# WHAT TO DO:
In the listing that follows, count each line where the word "Number" appears; write nothing but the count.

# DATA SUPPLIED:
Start of Block
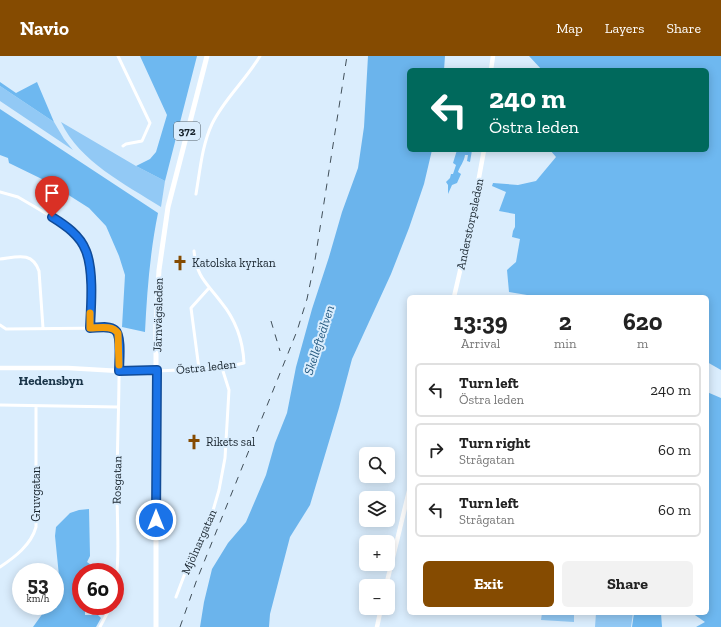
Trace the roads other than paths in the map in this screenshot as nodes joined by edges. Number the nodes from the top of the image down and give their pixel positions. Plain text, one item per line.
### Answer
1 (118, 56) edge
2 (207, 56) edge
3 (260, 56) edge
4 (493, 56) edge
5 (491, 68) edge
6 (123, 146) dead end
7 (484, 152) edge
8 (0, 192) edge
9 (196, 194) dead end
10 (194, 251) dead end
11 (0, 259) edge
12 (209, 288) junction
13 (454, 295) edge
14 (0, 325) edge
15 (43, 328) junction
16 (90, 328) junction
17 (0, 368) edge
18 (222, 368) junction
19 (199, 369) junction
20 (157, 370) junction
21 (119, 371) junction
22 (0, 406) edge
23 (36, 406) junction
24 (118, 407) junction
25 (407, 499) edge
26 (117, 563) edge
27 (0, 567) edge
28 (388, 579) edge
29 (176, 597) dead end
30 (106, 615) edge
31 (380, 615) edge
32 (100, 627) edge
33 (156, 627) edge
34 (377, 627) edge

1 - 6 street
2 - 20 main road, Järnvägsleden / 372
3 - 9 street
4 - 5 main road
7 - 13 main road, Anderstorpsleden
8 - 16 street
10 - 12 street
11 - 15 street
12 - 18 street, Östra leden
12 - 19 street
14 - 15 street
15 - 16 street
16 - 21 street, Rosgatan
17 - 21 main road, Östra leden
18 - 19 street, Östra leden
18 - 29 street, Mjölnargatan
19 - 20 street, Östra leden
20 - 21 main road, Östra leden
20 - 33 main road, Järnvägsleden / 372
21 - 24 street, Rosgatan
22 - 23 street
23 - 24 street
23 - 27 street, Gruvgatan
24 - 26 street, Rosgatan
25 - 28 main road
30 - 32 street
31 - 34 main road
End of Block
Start of Block
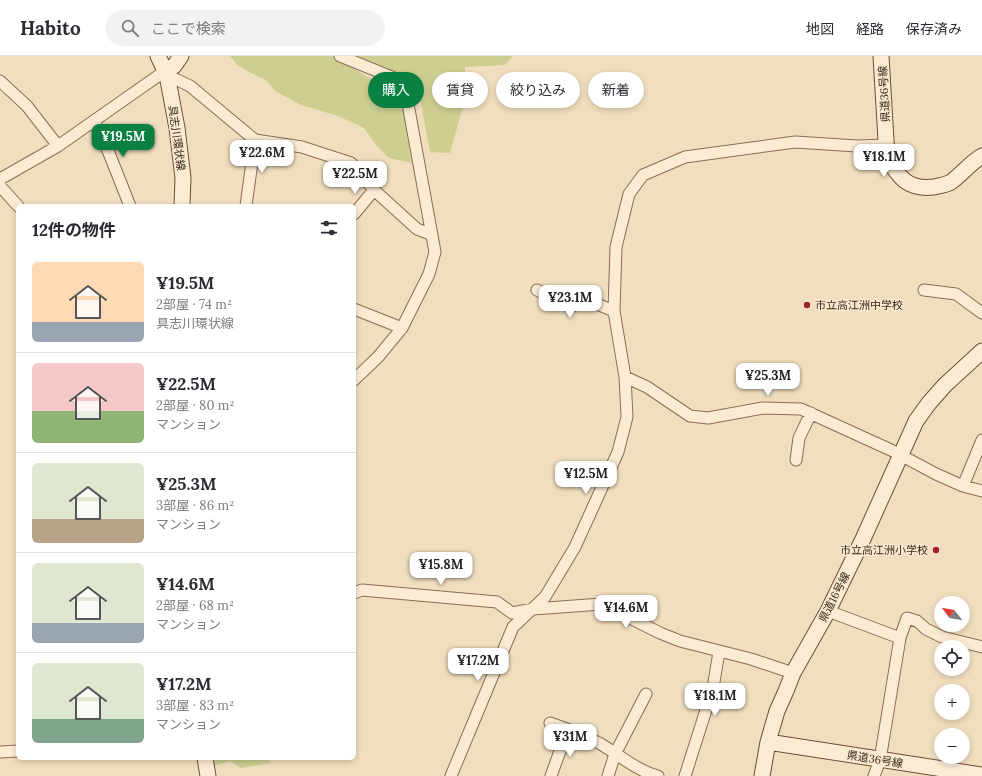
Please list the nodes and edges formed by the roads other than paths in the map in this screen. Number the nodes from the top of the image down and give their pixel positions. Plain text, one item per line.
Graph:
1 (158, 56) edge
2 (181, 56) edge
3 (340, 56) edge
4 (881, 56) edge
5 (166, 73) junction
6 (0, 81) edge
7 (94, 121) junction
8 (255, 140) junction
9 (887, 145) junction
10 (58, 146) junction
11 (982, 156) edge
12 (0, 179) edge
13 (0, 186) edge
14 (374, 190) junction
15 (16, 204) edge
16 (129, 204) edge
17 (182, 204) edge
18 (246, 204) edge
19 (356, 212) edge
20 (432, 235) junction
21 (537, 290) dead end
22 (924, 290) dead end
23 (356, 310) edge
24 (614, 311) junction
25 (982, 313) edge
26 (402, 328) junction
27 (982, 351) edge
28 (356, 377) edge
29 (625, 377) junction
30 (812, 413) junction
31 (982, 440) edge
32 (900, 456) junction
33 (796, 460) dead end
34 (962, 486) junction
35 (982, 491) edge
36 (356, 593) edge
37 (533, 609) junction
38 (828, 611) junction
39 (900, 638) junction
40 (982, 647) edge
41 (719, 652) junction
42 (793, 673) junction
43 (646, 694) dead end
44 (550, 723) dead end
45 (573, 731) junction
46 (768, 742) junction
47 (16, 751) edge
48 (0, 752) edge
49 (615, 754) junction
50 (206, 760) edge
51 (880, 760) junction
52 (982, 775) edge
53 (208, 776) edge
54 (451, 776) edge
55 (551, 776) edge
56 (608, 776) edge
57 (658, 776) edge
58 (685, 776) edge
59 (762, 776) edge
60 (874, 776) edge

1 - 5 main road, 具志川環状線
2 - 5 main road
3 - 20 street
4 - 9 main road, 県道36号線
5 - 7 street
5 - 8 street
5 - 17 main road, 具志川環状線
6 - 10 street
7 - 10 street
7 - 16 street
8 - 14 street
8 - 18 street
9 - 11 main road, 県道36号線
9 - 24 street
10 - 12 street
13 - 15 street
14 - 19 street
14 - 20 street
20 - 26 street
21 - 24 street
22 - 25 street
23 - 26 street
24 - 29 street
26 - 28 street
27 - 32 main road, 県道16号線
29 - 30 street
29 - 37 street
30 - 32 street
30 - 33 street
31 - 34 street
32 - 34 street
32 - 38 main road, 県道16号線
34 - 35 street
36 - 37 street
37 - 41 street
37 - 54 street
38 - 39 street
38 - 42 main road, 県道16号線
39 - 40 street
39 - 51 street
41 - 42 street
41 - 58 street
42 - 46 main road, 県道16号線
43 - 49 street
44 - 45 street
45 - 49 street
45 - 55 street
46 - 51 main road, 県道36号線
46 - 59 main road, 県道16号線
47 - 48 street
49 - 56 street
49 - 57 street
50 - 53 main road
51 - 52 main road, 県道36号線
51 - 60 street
End of Block
Start of Block
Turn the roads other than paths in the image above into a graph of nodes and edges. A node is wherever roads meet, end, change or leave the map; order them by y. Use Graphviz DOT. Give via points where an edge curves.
End of Block
# ANSWER SECTION:
2